Who Built Serpent Mound and Why?

October 19, 2018

Serpent Mound

Serpent Mound in Adams County is one of the most interesting prehistoric sites in America. While ancient earthen structures of all types dot the Midwest, this effigy mound, on a narrow plateau overlooking Brush Creek, is the largest of its kind measuring in at 1,348 feet. While it’s length is impressive, it’s surprisingly short, rising only about 3 feet above the surrounding terrain. As the name suggests, it is in the shape of a giant serpent which at the head end appears to be poised to ingest an egg.

It may have been seen discovered by Euro-Americans around 1815. It wasn’t until 1848, though, that Ephraim Squire and Edwin Davis studied it and published their findings in a book titled Ancient Monuments of the Mississippi Valley, published by the Smithsonian Museum.

In 1900, the Herbert Peabody Museum, who had purchased the land years earlier, gifted the 53-acre site to the Ohio Historical and Archaeological Society who turned it into a public park. Today it is owned by the Ohio Historical Connection and has been managed by the Arc of Appalachia since 2009. The mound also sits in Ohio’s only exposed meteor crater, formed when a meteorite struck the area between 248 and 286 million years ago.

Who exactly built the Serpent Mound, and its precise purpose, is still a subject for debate. Unlike many mounds found in the Midwest, it’s not a burial mound. Various excavations since the mid-19th century have produced no artifacts according to Randy Mickle, education coordinator for Serpent Mound Site.

It was constructed by either the Adena or Ft. Ancient cultures, the latter being the most likely builders; depending on who you ask. What makes the determination difficult is the fact that both cultures lived in the area, the Adena from 1000 to 200 BC, followed by the Ft. Ancient culture arriving 1200 years later in 1000 CE and disappearing, somewhat mysteriously, around 1650, just before the arrival of Europeans. In between the Adena and Ft. Ancient cultures, the Hopewell tradition flourished, but there is no sign they took up permanent residence near Serpent Mound.
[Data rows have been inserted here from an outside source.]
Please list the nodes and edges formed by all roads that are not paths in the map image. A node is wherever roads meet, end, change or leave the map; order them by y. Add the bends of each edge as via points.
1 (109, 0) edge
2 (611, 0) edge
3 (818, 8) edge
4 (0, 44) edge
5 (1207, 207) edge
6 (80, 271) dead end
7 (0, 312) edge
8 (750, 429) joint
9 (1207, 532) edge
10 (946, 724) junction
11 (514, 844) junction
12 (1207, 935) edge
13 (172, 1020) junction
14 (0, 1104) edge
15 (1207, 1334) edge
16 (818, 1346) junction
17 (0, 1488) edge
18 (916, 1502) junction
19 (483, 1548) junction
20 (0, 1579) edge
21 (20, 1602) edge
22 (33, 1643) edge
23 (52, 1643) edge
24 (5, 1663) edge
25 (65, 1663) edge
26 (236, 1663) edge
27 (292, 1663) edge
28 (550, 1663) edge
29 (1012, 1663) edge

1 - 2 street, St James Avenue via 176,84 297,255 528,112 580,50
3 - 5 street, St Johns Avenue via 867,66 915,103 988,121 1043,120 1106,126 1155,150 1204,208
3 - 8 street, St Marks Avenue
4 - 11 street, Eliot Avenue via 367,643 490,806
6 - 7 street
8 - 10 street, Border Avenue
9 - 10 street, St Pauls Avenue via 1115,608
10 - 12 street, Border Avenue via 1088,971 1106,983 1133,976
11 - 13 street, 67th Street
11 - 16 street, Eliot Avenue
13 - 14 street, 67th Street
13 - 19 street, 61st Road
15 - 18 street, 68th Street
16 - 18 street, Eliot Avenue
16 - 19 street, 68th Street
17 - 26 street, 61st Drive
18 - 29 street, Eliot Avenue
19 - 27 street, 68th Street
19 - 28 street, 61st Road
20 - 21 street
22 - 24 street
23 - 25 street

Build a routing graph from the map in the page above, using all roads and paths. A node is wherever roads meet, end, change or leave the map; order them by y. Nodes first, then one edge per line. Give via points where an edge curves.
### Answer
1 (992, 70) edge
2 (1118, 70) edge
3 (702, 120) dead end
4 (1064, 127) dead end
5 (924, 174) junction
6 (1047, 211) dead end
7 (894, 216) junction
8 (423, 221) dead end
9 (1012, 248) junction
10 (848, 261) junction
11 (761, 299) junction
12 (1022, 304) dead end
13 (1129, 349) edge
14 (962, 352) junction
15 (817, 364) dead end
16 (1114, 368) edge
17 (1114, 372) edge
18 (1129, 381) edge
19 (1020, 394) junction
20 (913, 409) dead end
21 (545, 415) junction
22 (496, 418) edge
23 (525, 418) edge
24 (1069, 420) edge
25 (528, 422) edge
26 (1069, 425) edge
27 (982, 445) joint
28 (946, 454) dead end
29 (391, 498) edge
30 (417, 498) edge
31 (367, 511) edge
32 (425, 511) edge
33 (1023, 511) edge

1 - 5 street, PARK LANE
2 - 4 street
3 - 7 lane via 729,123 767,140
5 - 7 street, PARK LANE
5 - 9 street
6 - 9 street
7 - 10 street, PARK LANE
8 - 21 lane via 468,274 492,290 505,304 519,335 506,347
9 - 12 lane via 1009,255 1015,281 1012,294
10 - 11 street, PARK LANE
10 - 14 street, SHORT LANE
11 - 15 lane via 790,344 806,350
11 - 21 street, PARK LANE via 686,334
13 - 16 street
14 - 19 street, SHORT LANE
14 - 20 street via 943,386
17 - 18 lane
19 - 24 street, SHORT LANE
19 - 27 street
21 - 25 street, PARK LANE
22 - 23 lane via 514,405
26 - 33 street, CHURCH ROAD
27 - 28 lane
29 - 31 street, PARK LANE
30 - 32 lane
Carbon dating on charcoal fragments from the mound indicates it may have been built around 1050 CE placing it within the Ft. Ancient culture’s time in the area. However, other studies place its construction date to be between 300 and 40 BC meaning it was the Adena. The newer charcoal samples could have been from repair work conducted by the Ft. Ancient culture. In either case, since no artifacts were found, the mound clearly was not a burial structure.

“At sunset on the summer solstice,” Mickle explains, “the sun lines up about a degree off the head. You have to figure after a thousand years the Earth has moved a little and the alignment is not perfect. It was probably a ceremonial mound. The Fort Ancient people had a great reverence for the Sun and the Moon.”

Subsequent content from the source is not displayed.